Like almost not effective at all.

Melody Edwards:

But I do want to say this is a very, very common experience with entrepreneurs. You know, know, we all have this. You know, I've talked about it.

I feel like a lot of people have a chip on their shoulder that they have something to prove. And success is a certain metric, right? Like, it might have been a million dollars.

Like, and then you get to a million and you're like, that, that's nothing. You know, like, but that.

Curt Kempton:

How do people live off of this?

Melody Edwards:

I know, like, well, listen, Kurt, I've never gotten to a million yet cumulatively, for sure. But I, I'm still aiming for that one. I always sell my businesses too soon before I reach that level. And this time I'm, I'm getting there much easier.

But it's always something, maybe external, but there's like an internal validation issue and that leads and workaholic. Like, that's why we have addictions in our life. Like, it's not just like some people, maybe some people are addicts and some aren't.

But like, you could have been an addict, but you have something in you that understands you're more self aware. Your dad told me you don't drink, but some people would have been like, screw you, dad. I'm gonna drink anyway.

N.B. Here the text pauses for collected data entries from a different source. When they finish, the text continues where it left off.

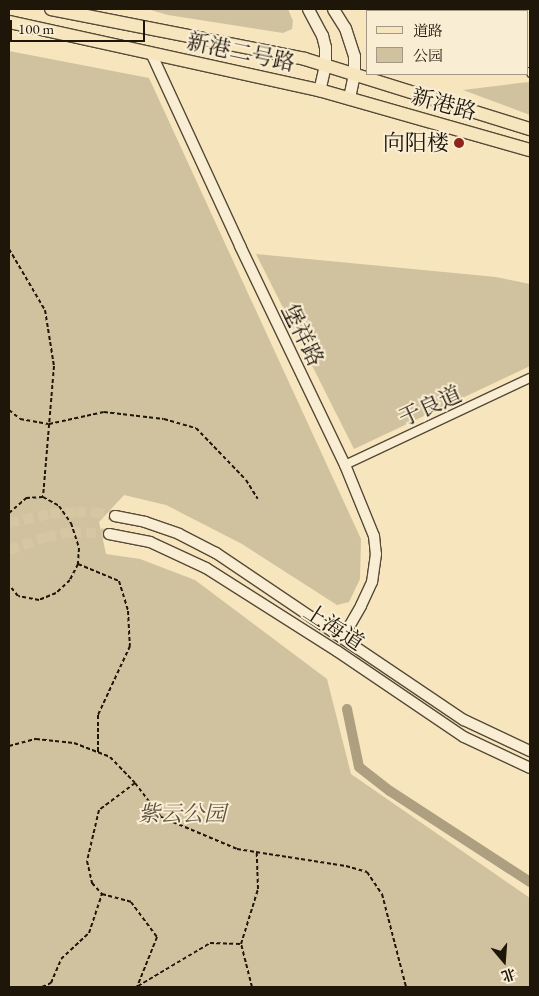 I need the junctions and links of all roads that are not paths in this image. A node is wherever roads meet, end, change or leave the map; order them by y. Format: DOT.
graph roads {
  1 [pos="51,9"];
  2 [pos="308,9"];
  3 [pos="333,9"];
  4 [pos="9,22"];
  5 [pos="150,53"];
  6 [pos="325,65"];
  7 [pos="354,74"];
  8 [pos="319,90"];
  9 [pos="349,98"];
  10 [pos="530,129"];
  11 [pos="530,150"];
  12 [pos="530,378"];
  13 [pos="345,465"];
  14 [pos="115,516"];
  15 [pos="110,534"];
  16 [pos="343,637"];
  17 [pos="530,751"];
  18 [pos="530,768"];
  1 -- 6 [label="main road, 新港二号路"];
  2 -- 6 [label="main road"];
  3 -- 7 [label="main road"];
  4 -- 5 [label="main road, 新港二号路"];
  5 -- 8 [label="main road, 新港二号路"];
  5 -- 13 [label="street, 堡祥路"];
  6 -- 7 [label="main road, 新港二号路"];
  6 -- 8 [label="main road"];
  7 -- 9 [label="main road"];
  7 -- 10 [label="main road, 新港路"];
  8 -- 9 [label="main road, 新港路"];
  9 -- 11 [label="main road, 新港路"];
  12 -- 13 [label="street, 于良道"];
  13 -- 16 [label="street, 堡祥路"];
  14 -- 16 [label="street, 上海道"];
  15 -- 18 [label="street, 上海道"];
  16 -- 17 [label="street, 上海道"];
} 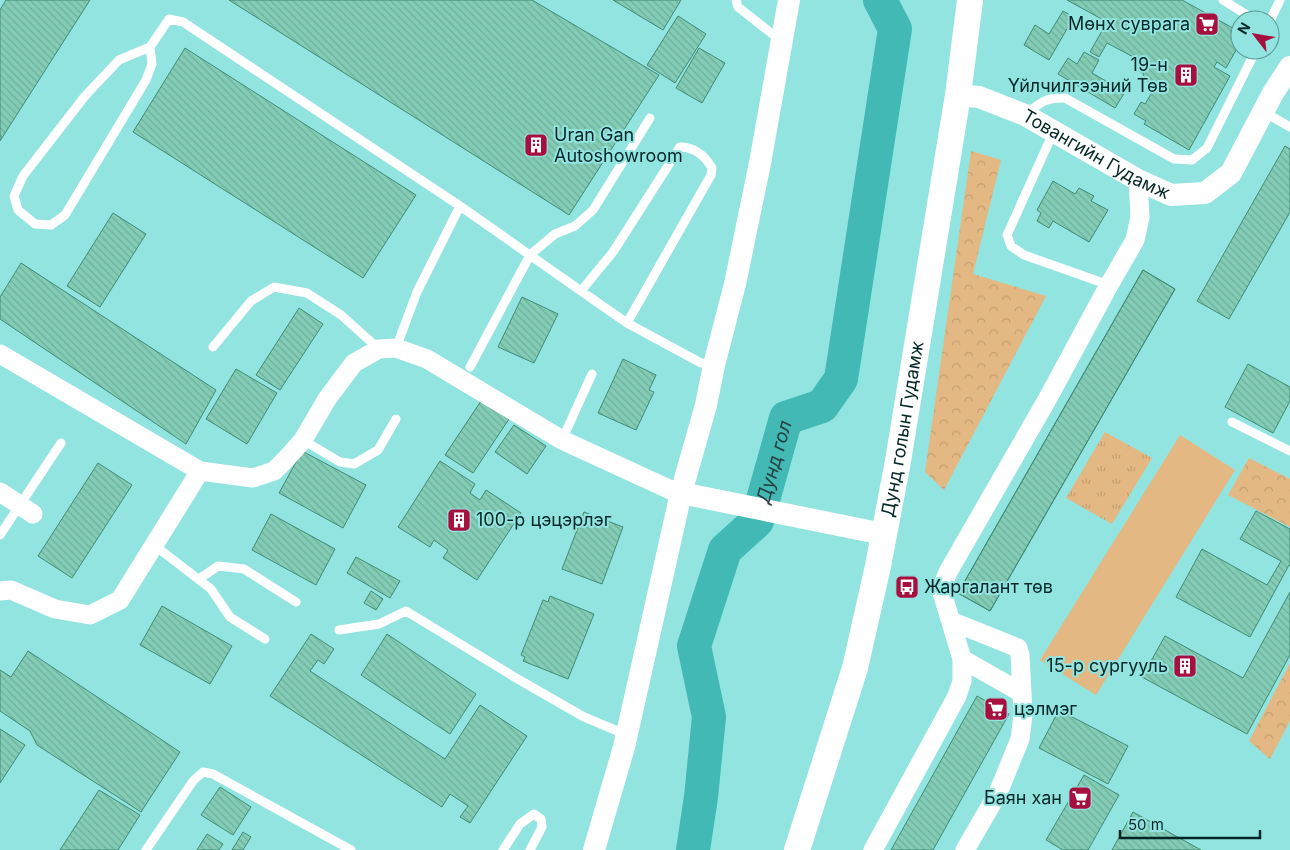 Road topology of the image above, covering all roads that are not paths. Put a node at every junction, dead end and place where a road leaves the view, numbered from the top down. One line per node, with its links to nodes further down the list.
1 (736, 0): 6 (lane)
2 (789, 0): 6 (street)
3 (970, 0): 10 (main road, Дунд голын Гудамж)
4 (1223, 0): 5 (lane)
5 (1239, 10)
6 (782, 42): 25 (street)
7 (150, 47): 7 (lane); 17 (lane)
8 (1251, 60): 12 (lane)
9 (1290, 67): 11 (street, Товангийн Гудамж)
10 (958, 95): 12 (street, Товангийн Гудамж); 38 (main road, Дунд голын Гудамж)
11 (1263, 112): 14 (lane); 16 (street, Товангийн Гудамж)
12 (1025, 115): 15 (street, Товангийн Гудамж)
13 (650, 118): 18 (lane)
14 (1290, 127)
15 (1054, 132): 16 (street, Товангийн Гудамж); 19 (lane)
16 (1138, 180): 19 (street)
17 (460, 206): 18 (lane); 23 (lane)
18 (530, 255): 20 (lane); 26 (lane)
19 (1109, 285): 44 (street)
20 (581, 291): 21 (lane); 21 (lane)
21 (627, 322): 25 (lane)
22 (213, 348): 23 (lane)
23 (388, 348): 30 (street); 31 (street)
24 (0, 354): 34 (street)
25 (714, 364): 36 (street)
26 (470, 367)
27 (592, 374): 31 (lane)
28 (396, 419): 30 (lane)
29 (1232, 422): 33 (lane)
30 (303, 440): 34 (street)
31 (562, 440): 36 (street)
32 (62, 443): 37 (lane)
33 (1290, 452)
34 (200, 471): 40 (street)
35 (0, 492): 37 (street)
36 (691, 495): 38 (street); 49 (street)
37 (26, 509): 39 (lane)
38 (872, 531): 55 (main road, Дунд голын Гудамж)
39 (0, 535)
40 (154, 545): 41 (lane); 42 (street)
41 (199, 579): 43 (lane); 46 (lane)
42 (0, 591)
43 (296, 602)
44 (950, 621): 47 (street); 48 (street)
45 (338, 630): 49 (lane)
46 (265, 639)
47 (962, 659): 48 (street); 56 (street)
48 (1022, 692): 57 (street)
49 (627, 735): 54 (street)
50 (146, 850): 51 (lane)
51 (351, 850)
52 (503, 850): 53 (lane)
53 (530, 850)
54 (594, 850)
55 (798, 850)
56 (873, 850)
57 (965, 850)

Yeah, because that's like a teen thing, right? I think the awareness is so important.

Curt Kempton:

Well, okay, so we go around, we find our triggers, we figure out what they are. Now we can do something with it, right? What are you going to do with it?

And I hope that those who are listening are maybe cluing in on, on a little bit of that. Then we talk about having something to look forward to outside of work. You know, you talked about being on the E bike. I'm on a mountain bike.

I really have enjoyed sweating my guts out and pushing myself to my limits and seeing those results. You know, if I hadn't seen the results, I'm not sure if I'd keep going. But I'm faster on my bike now.

In fact, this weekend is a big blood match between me and one of the other coaches at one of the races.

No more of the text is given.